1. Home
2. Documentation
3. How it works

What is Query Name Minimisation?

Query Name Minimisation (qname minimisation) is a privacy-enhancing technique for Domain Name System (DNS) resolution that reduces the amount of information sent to upstream name servers. It is designed to limit unnecessary data exposure and mitigate the risk of DNS-based tracking or surveillance.

Traditionally, DNS resolvers send the full domain name (e.g., www.example.com) to each level of the DNS hierarchy, even when that level does not need the entire query. This allows intermediate authoritative servers to see more information than necessary, creating potential privacy risks.

How Query Name Minimisation Works

The concept behind qname minimisation is simple: send only the part of the domain name necessary for each step of the resolution process. This follows the principle of “need-to-know.”

Without qname minimisation (Traditional DNS resolution):

1. The resolver asks the root server: “Where is www.example.com?”
2. The root server refers the resolver to the .com TLD server.
3. The resolver asks the .com TLD server: “Where is www.example.com?”
4. The TLD server refers the resolver to the example.com authoritative server.
5. The resolver asks the example.com server: “Where is www.example.com?”
6. The authoritative server returns the IP address.

At each step, unnecessary parts of the query (www. and example.com) are exposed to servers that do not need them.

With qname minimisation enabled:

1. The resolver asks the root server: “Where is .com?”
2. The root server refers the resolver to the .com TLD server.
3. The resolver asks the .com TLD server: “Where is example.com?”
4. The TLD server refers the resolver to the example.com authoritative server.
5. The resolver asks the example.com server: “Where is www.example.com?”
6. The authoritative server returns the IP address.

By only sending the required portion of the domain name at each step, the resolver limits exposure of the full query to unnecessary parties.

Benefits of Query Name Minimisation

Query Name Minimisation enhances privacy by reducing the amount of data exposed to upstream DNS servers. Traditionally, full domain names are sent to each DNS server during the resolution process, but with qname minimisation, only the necessary parts are shared. This prevents unnecessary tracking by third parties, making it harder for entities to monitor user activity based on DNS queries.

Another key advantage is the reduction of data leakage. Since only the essential components of a domain query are sent at each stage, authoritative name servers and potential adversaries receive minimal information. This limits their ability to observe full query patterns, further protecting user privacy.

In addition to privacy benefits, qname minimisation also improves security. It helps mitigate certain types of attacks, such as DNS metadata collection by malicious actors who attempt to gather intelligence from exposed DNS queries. By restricting the visibility of full domain queries, qname minimisation reduces the risk of data being exploited for surveillance or cyberattacks.

Limitations and Considerations

Despite its advantages, qname minimisation comes with some limitations. One of the main challenges is compatibility. Some older DNS servers do not handle qname minimisation correctly, which can lead to resolution failures or unexpected behaviour. While modern DNS software increasingly supports this feature, network administrators should be aware of potential interoperability issues.

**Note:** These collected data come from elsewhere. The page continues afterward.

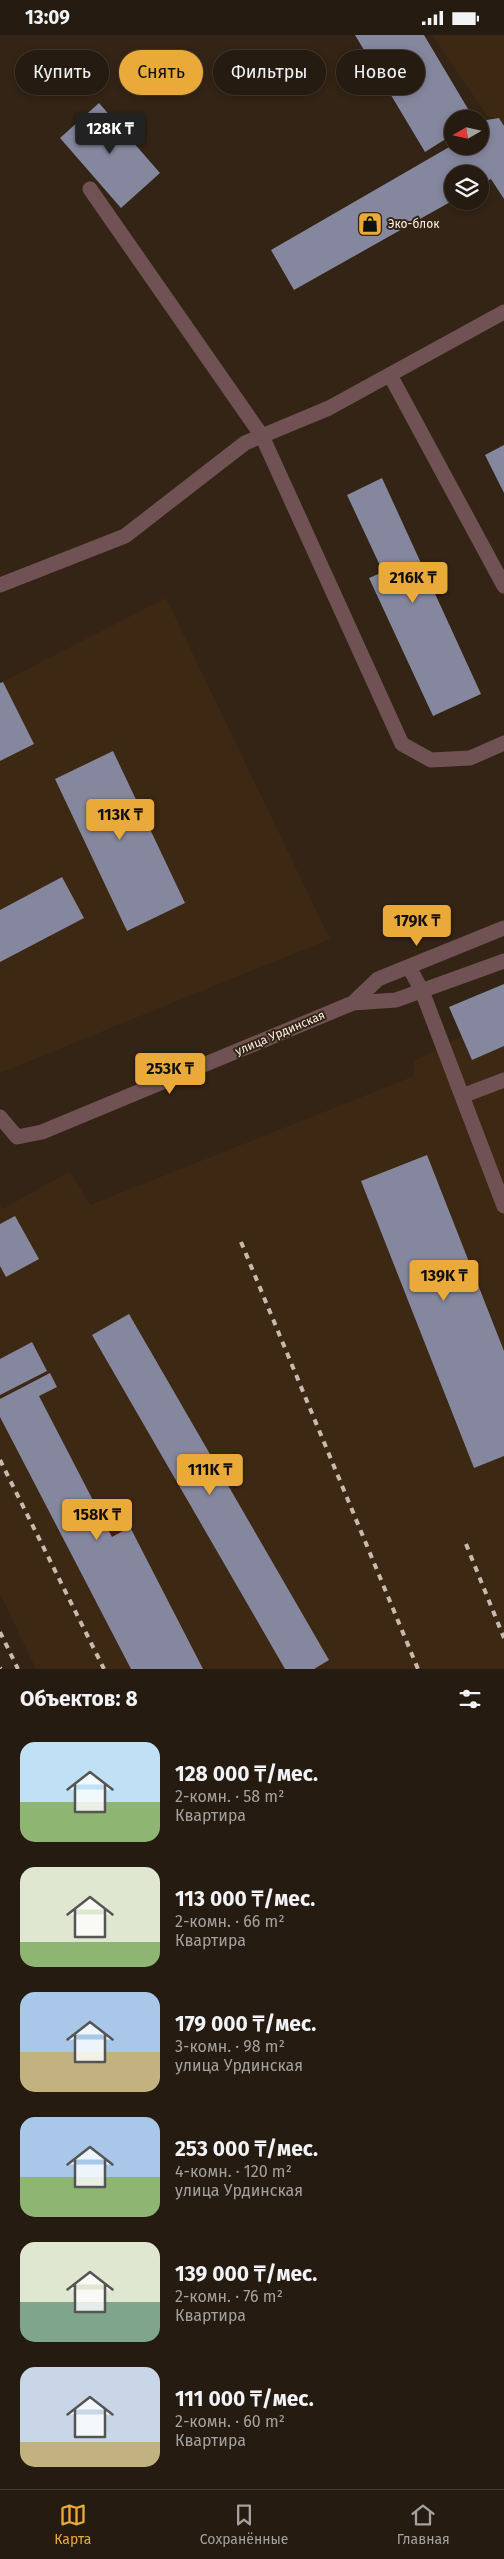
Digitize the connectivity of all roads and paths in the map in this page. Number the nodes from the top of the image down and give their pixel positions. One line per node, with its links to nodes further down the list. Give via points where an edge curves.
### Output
1 (90, 189): 4 (street)
2 (504, 312): 3 (street)
3 (390, 375): 4 (street, via 329,408); 6 (street)
4 (262, 436): 5 (street, via 245,443 125,536); 7 (street, via 402,744 431,760 470,758)
5 (0, 585)
6 (504, 586)
7 (504, 743)
8 (504, 928): 10 (street, улица Урдинская)
9 (504, 961): 11 (street)
10 (409, 967): 11 (street); 12 (street, улица Урдинская, via 378,979)
11 (422, 991): 12 (street, via 396,1000); 14 (street)
12 (353, 1003): 15 (street, улица Урдинская, via 42,1132 17,1137)
13 (504, 1080): 14 (street)
14 (462, 1096): 16 (street)
15 (0, 1117)
16 (504, 1206)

Another consideration is the potential performance impact. Since qname minimisation requires additional queries to be sent at different stages of the resolution process, there may be a slight increase in query latency. However, the trade-off is generally minimal compared to the privacy benefits, and in most cases, users will not notice a significant difference in performance.

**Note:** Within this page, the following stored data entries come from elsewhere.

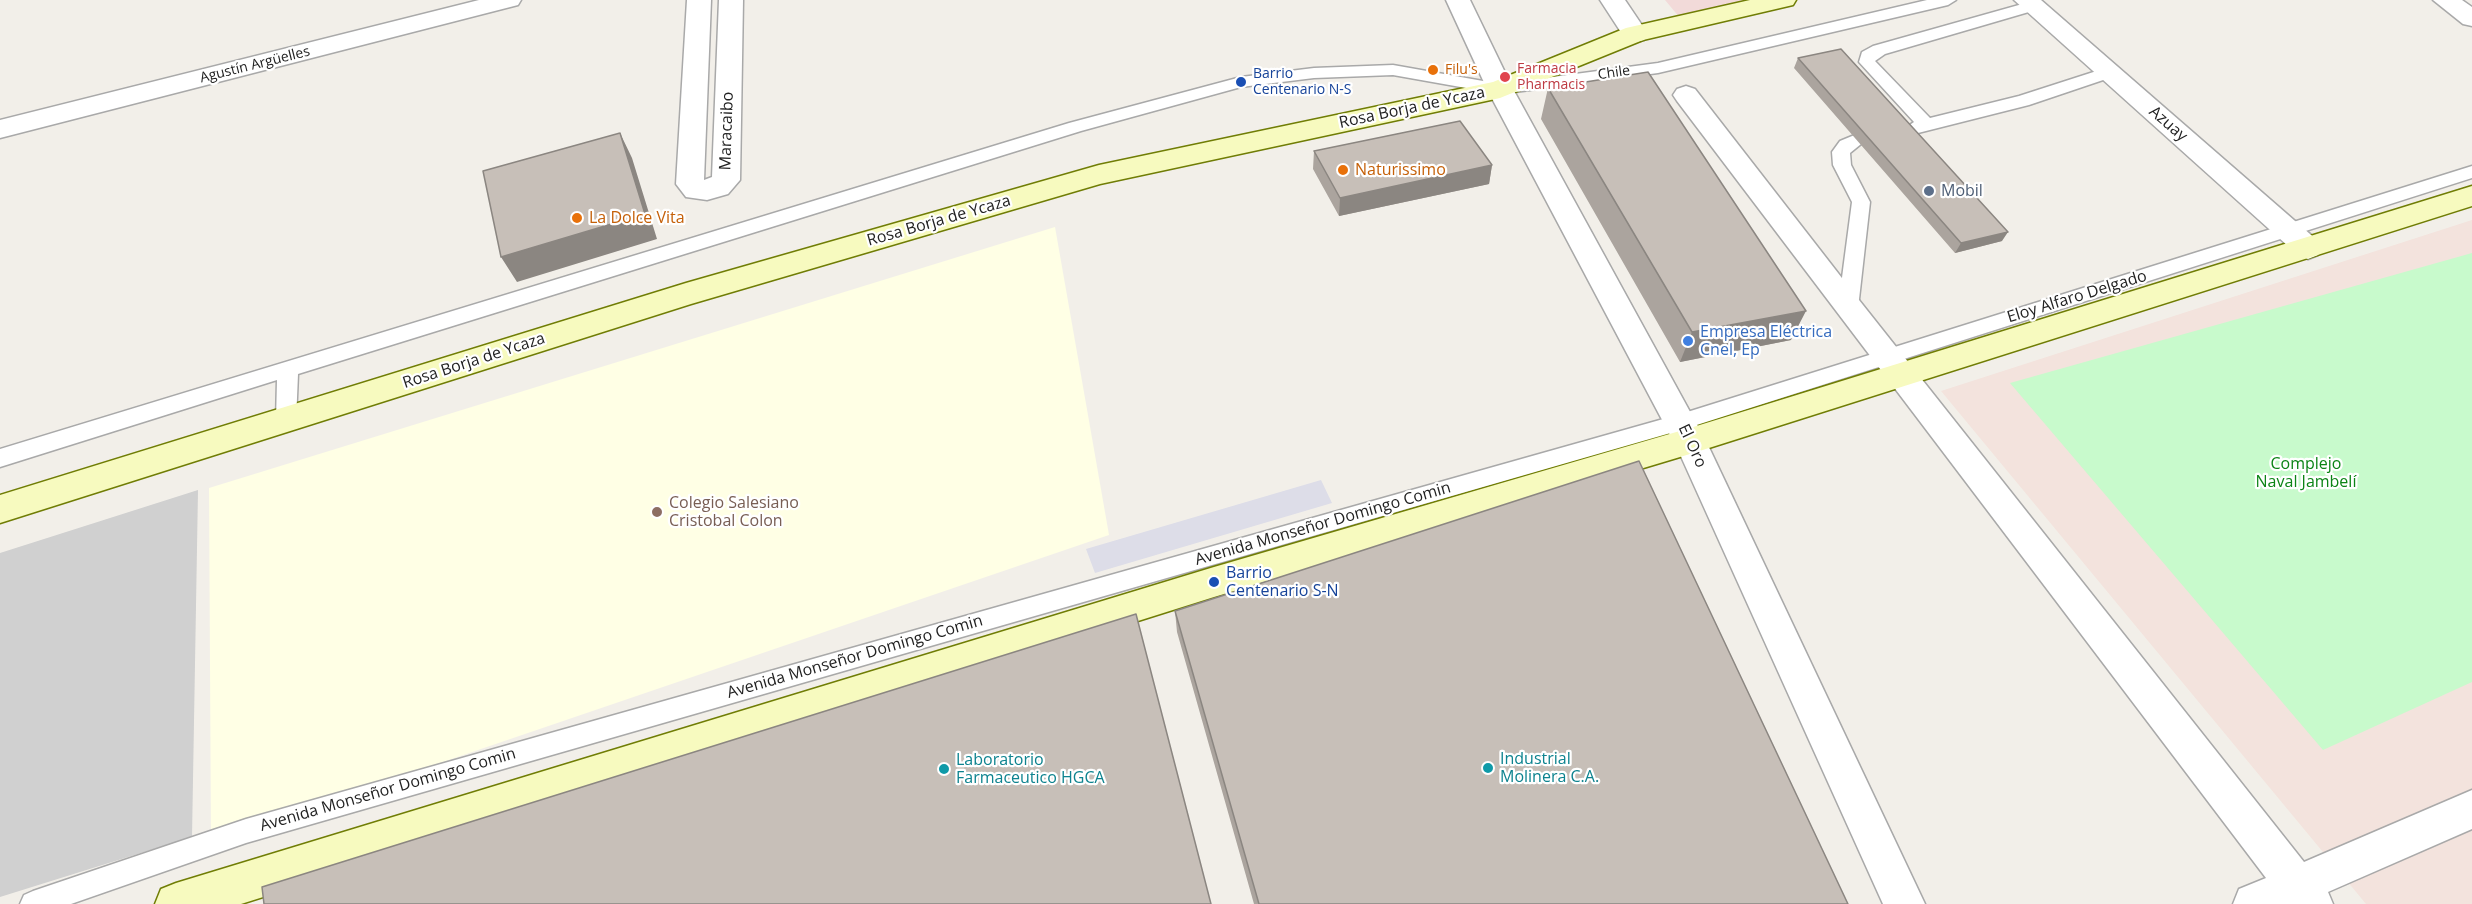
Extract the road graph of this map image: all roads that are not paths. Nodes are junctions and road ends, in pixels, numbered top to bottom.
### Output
1 (432, 0) edge
2 (509, 0) edge
3 (699, 0) edge
4 (732, 0) edge
5 (1458, 0) edge
6 (1612, 0) edge
7 (1784, 0) edge
8 (1948, 0) edge
9 (2445, 0) edge
10 (2030, 3) edge
11 (2472, 18) edge
12 (352, 30) junction
13 (1635, 34) junction
14 (2109, 72) junction
15 (1500, 89) junction
16 (1686, 94) dead end
17 (0, 109) edge
18 (1928, 126) junction
19 (0, 129) edge
20 (1902, 130) edge
21 (1857, 140) edge
22 (2472, 172) edge
23 (2472, 196) edge
24 (2298, 239) junction
25 (1848, 308) junction
26 (1894, 366) junction
27 (288, 370) junction
28 (286, 421) junction
29 (1685, 431) junction
30 (0, 458) edge
31 (0, 508) edge
32 (2472, 809) edge
33 (234, 895) edge
34 (2305, 895) edge
35 (33, 904) edge
36 (176, 904) edge
37 (1904, 904) edge
38 (2254, 904) edge

1 - 12 street, Agustín Argüelles
2 - 12 street, Agustín Argüelles
3 - 4 street, Maracaibo
5 - 15 street, El Oro
6 - 13 street
7 - 13 main road, Chile
8 - 15 lane, Chile
9 - 11 street
10 - 14 street, Azuay
10 - 18 lane
12 - 17 street, Agustín Argüelles
12 - 19 street, Agustín Argüelles
13 - 15 main road, Chile
14 - 18 lane
14 - 24 street, Azuay
15 - 27 lane, Rosa Borja de Ycaza
15 - 28 main road, Rosa Borja de Ycaza
15 - 29 street, El Oro
16 - 25 street
18 - 20 lane
21 - 25 lane
22 - 24 lane, Eloy Alfaro Delgado
23 - 24 main road, Eloy Alfaro Delgado
24 - 26 main road, Eloy Alfaro Delgado
25 - 26 street
26 - 29 main road, Eloy Alfaro Delgado
26 - 34 street
27 - 28 lane
27 - 30 lane, Rosa Borja de Ycaza
28 - 31 main road, Rosa Borja de Ycaza
29 - 33 main road, Avenida Monseñor Domingo Comin
29 - 35 lane, Avenida Monseñor Domingo Comin
29 - 37 street, El Oro
32 - 34 street
33 - 36 main road, Avenida Monseñor Domingo Comin
34 - 38 street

Lastly, it is important to understand that qname minimisation is not a complete privacy solution. While it reduces data exposure, it does not encrypt DNS queries. This means that network observers, such as ISPs or adversaries with access to unencrypted DNS traffic, can still see query patterns. For comprehensive privacy, qname minimisation should be used alongside encrypted DNS protocols such as DNS over HTTPS (DoH) or DNS over TLS (DoT), which protect queries from interception and tampering.